The strength of AI in games is, to a significant extent, due to the input of humans in being able to incorporate significant domain knowledge into the relatively simple algorithms that game AIs are built on.

However, it is quite easy to make game AI into a far, far more challenging problem (and, I suspect, a rather more widely applicable one)---consider the design of algorithms for general game playing rather than for any particular game. Basically, think of a game AI that is first given a description of the rules of the game it's about to play, which could be any game, and then must play the game as well as possible.

Comment by lackofcheese on On Caring · 2014-10-20T04:22:04.505Z · LW · GW

I agree; I don't see a significant difference between thinking that I ought to value other human beings equally but failing to do so, and actually viewing them equally and not acting accordingly. If I accept either (1) or (2) it's still a moral failure, and it is one that I should act to correct. In either case, what matters is the actions that I ought to take as a result (i.e. effective altruism), and I think the implications are the same in both cases.

That being said, I guess the methods that I would use to correct the problem would be different in either hypothetical. If it's (1) then there may be ways of thinking about it that would result in a better valuation of other people, or perhaps to correct for the inaccuracy of the care-o-meter as per the original post.

If it's (2), then the issue is one of akrasia, and there are plenty of psychological tools or rationalist techniques that could help.

Of course, (1) and (2) aren't the only possibilities here; there's at least two more that are important.

Comment by lackofcheese on On Caring · 2014-10-19T18:31:16.798Z · LW · GW

Yes, if I really ought to value other human beings equally then it means I ought to devote a significant amount of time and/or money to altruistic causes, but is that really such an absurd conclusion?

Perhaps I don't do those things, but that doesn't mean I can't and it doesn't mean I shouldn't.

Comment by lackofcheese on Applications of logical uncertainty · 2014-10-19T18:20:54.032Z · LW · GW

Here's some of the literature:
Heuristic search as evidential reasoning by Hansson and Mayer
A Bayesian Approach to Relevance in Game Playing by Baum and Smith

and also work following Stuart Russell's concept of "metareasoning"
On Optimal Game-Tree Search using Rational Meta-Reasoning by Russell and Wefald
Principles of metareasoning by Russell and Wefald
and the relatively recent
Selecting Computations: Theory and Applications by Hay, Russell, Tolpin and Shimony.

On the whole, though, it's relatively limited. At a bare minimum there is plenty of room for probabilistic representations in order to give a better theoretical foundation, but I think there is also plenty of practical benefit to be gained from those techniques as well.

As a particular example of the applicability of these methods, there is a phenomenon referred to as "search pathology" or "minimax pathology", in which for certain tree structures searching deeper actually leads to worse results, when using standard rules for propagating value estimates up a tree (most notably minimax).
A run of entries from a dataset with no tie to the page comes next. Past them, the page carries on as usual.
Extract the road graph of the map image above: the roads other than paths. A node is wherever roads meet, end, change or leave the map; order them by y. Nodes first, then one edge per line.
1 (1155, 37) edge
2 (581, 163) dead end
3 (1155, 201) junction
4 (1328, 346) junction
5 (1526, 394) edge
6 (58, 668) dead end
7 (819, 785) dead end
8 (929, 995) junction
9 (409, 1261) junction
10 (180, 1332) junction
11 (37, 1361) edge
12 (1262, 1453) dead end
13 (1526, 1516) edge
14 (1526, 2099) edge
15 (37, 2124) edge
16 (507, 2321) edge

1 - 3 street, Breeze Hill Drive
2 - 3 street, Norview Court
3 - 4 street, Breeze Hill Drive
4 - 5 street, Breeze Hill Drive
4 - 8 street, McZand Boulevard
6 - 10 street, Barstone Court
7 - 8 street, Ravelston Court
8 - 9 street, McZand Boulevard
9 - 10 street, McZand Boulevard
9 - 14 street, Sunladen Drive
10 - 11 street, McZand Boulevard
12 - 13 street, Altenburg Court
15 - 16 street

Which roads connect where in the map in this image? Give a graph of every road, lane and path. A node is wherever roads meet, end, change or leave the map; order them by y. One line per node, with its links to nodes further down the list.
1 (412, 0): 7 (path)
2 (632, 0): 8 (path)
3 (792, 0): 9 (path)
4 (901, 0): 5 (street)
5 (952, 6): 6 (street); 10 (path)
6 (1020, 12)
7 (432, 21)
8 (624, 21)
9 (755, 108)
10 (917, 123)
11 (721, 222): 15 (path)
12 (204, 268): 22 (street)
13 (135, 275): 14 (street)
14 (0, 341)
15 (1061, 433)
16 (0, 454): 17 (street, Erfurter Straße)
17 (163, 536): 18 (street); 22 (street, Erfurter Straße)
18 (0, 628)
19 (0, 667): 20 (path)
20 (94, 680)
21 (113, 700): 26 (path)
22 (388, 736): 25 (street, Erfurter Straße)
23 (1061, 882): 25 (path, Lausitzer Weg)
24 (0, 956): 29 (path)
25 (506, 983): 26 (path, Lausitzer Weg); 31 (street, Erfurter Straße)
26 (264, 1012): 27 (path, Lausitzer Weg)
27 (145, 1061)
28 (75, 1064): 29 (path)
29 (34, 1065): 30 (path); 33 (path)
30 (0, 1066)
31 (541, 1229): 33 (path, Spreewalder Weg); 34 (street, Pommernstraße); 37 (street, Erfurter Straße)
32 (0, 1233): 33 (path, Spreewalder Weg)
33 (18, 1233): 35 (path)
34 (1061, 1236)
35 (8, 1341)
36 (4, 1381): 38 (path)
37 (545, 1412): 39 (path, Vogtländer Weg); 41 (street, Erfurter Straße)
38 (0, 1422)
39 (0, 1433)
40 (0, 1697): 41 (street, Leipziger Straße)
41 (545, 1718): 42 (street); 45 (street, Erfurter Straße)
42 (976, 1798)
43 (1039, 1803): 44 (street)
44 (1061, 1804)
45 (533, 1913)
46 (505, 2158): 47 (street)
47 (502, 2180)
From a Bayesian perspective this clearly shouldn't occur, and hence this phenomenon of pathology must be the result of a failure to correctly update on the evidence.

Comment by lackofcheese on Applications of logical uncertainty · 2014-10-19T17:17:41.490Z · LW · GW

Surely probability or something very much like it is conceptually the right way to deal with uncertainty, whether it's logical uncertainty or any other kind? Granted, most of the time you don't want to deal with explicit probability distributions and Bayesian updates because the computation can be expensive, but when you work with approximations you're better off if you know what it is you're approximating.

In the area of search algorithms, I think these kinds of approaches are woefully underrepresented, and I don't think it's because they aren't particularly applicable. Granted, I could be wrong on this, because the core ideas aren't particularly new (see, for example, Dynamic Probability, Computer Chess, and the Measurement of Knowledge by I. J. Good).

It's an area of research I'm working on right now, so I've spent a fair amount of time looking into it. I could give a few references on the topic, but on the whole I think they're quite sparse.